__YOUR ASSIGNMENT__: Restate word for word the lines that run from the one containing "Build a routing" to the last line of the data, both ends included.

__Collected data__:
**********
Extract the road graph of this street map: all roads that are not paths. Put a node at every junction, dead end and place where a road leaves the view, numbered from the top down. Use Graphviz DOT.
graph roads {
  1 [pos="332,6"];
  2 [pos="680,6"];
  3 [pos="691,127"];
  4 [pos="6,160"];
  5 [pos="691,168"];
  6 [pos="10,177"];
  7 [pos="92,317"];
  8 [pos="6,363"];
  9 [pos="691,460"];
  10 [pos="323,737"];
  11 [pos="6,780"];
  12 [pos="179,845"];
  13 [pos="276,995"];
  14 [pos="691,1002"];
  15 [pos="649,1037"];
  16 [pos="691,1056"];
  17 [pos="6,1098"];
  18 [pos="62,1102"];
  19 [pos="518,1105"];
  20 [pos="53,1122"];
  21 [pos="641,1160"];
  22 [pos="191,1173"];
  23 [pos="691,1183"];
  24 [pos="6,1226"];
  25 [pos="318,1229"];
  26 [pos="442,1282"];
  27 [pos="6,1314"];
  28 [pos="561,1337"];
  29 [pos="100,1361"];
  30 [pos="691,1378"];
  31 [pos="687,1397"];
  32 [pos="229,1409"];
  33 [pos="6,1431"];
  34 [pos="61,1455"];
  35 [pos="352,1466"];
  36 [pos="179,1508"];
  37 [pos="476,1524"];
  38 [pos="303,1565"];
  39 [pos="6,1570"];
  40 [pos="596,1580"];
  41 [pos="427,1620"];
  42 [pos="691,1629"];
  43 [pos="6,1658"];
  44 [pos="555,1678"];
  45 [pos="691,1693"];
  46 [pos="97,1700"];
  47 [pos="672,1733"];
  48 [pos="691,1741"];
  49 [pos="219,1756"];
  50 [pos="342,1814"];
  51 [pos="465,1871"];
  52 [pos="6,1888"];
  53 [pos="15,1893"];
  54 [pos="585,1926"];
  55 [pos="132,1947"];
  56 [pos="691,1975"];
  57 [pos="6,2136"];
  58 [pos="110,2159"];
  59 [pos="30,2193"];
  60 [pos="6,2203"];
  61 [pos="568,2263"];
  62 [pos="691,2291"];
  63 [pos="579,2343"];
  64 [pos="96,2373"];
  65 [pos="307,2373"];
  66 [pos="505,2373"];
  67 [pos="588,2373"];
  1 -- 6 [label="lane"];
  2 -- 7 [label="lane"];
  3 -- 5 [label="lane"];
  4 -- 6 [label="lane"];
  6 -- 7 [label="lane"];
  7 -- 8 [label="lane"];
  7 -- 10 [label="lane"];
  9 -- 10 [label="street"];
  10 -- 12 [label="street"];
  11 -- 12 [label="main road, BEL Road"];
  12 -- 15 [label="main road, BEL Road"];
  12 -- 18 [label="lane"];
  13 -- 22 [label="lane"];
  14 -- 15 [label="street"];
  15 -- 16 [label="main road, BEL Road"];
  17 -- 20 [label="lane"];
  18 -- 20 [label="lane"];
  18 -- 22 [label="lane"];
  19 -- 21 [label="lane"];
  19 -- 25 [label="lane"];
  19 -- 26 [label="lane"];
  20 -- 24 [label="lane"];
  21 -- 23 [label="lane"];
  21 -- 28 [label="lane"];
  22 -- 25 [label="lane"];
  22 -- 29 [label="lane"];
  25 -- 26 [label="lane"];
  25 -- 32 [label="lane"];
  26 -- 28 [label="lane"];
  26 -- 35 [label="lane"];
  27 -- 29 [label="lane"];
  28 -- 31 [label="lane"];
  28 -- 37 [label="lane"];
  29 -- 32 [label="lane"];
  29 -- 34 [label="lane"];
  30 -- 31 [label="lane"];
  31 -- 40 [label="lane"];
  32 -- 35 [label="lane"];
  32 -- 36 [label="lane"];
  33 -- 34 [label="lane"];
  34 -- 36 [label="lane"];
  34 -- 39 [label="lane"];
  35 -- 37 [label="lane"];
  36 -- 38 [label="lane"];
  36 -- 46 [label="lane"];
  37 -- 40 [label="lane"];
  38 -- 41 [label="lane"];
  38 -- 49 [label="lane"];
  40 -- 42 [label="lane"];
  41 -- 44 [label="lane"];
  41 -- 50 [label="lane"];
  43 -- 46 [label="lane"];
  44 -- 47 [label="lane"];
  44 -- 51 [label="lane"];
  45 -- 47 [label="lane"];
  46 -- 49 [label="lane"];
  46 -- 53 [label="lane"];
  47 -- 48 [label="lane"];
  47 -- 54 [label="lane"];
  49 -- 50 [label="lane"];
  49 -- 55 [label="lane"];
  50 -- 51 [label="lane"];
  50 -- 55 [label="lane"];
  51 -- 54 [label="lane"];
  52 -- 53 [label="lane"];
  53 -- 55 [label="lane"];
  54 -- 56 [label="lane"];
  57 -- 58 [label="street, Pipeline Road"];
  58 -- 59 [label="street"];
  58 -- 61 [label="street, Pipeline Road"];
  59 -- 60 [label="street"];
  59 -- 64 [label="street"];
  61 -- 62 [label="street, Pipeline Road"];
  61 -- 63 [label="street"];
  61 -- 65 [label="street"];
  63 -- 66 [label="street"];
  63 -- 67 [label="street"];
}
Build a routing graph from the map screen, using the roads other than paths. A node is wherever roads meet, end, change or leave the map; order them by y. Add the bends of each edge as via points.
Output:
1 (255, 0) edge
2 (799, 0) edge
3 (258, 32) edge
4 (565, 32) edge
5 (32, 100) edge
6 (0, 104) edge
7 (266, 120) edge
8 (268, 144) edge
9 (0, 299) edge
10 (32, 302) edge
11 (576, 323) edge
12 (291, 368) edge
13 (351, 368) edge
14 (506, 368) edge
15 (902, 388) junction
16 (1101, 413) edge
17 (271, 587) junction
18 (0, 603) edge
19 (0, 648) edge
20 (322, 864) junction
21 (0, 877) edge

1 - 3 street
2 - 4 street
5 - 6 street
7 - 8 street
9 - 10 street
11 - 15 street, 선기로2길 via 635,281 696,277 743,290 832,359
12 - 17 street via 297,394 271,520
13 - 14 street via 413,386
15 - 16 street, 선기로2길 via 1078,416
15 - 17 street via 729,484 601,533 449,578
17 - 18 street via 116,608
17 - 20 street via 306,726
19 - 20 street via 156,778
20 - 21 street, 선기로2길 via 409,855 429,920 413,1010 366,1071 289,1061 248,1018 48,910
**********
__OUTPUT__:
Build a routing graph from the map screen, using the roads other than paths. A node is wherever roads meet, end, change or leave the map; order them by y. Add the bends of each edge as via points.
Output:
1 (255, 0) edge
2 (799, 0) edge
3 (258, 32) edge
4 (565, 32) edge
5 (32, 100) edge
6 (0, 104) edge
7 (266, 120) edge
8 (268, 144) edge
9 (0, 299) edge
10 (32, 302) edge
11 (576, 323) edge
12 (291, 368) edge
13 (351, 368) edge
14 (506, 368) edge
15 (902, 388) junction
16 (1101, 413) edge
17 (271, 587) junction
18 (0, 603) edge
19 (0, 648) edge
20 (322, 864) junction
21 (0, 877) edge

1 - 3 street
2 - 4 street
5 - 6 street
7 - 8 street
9 - 10 street
11 - 15 street, 선기로2길 via 635,281 696,277 743,290 832,359
12 - 17 street via 297,394 271,520
13 - 14 street via 413,386
15 - 16 street, 선기로2길 via 1078,416
15 - 17 street via 729,484 601,533 449,578
17 - 18 street via 116,608
17 - 20 street via 306,726
19 - 20 street via 156,778
20 - 21 street, 선기로2길 via 409,855 429,920 413,1010 366,1071 289,1061 248,1018 48,910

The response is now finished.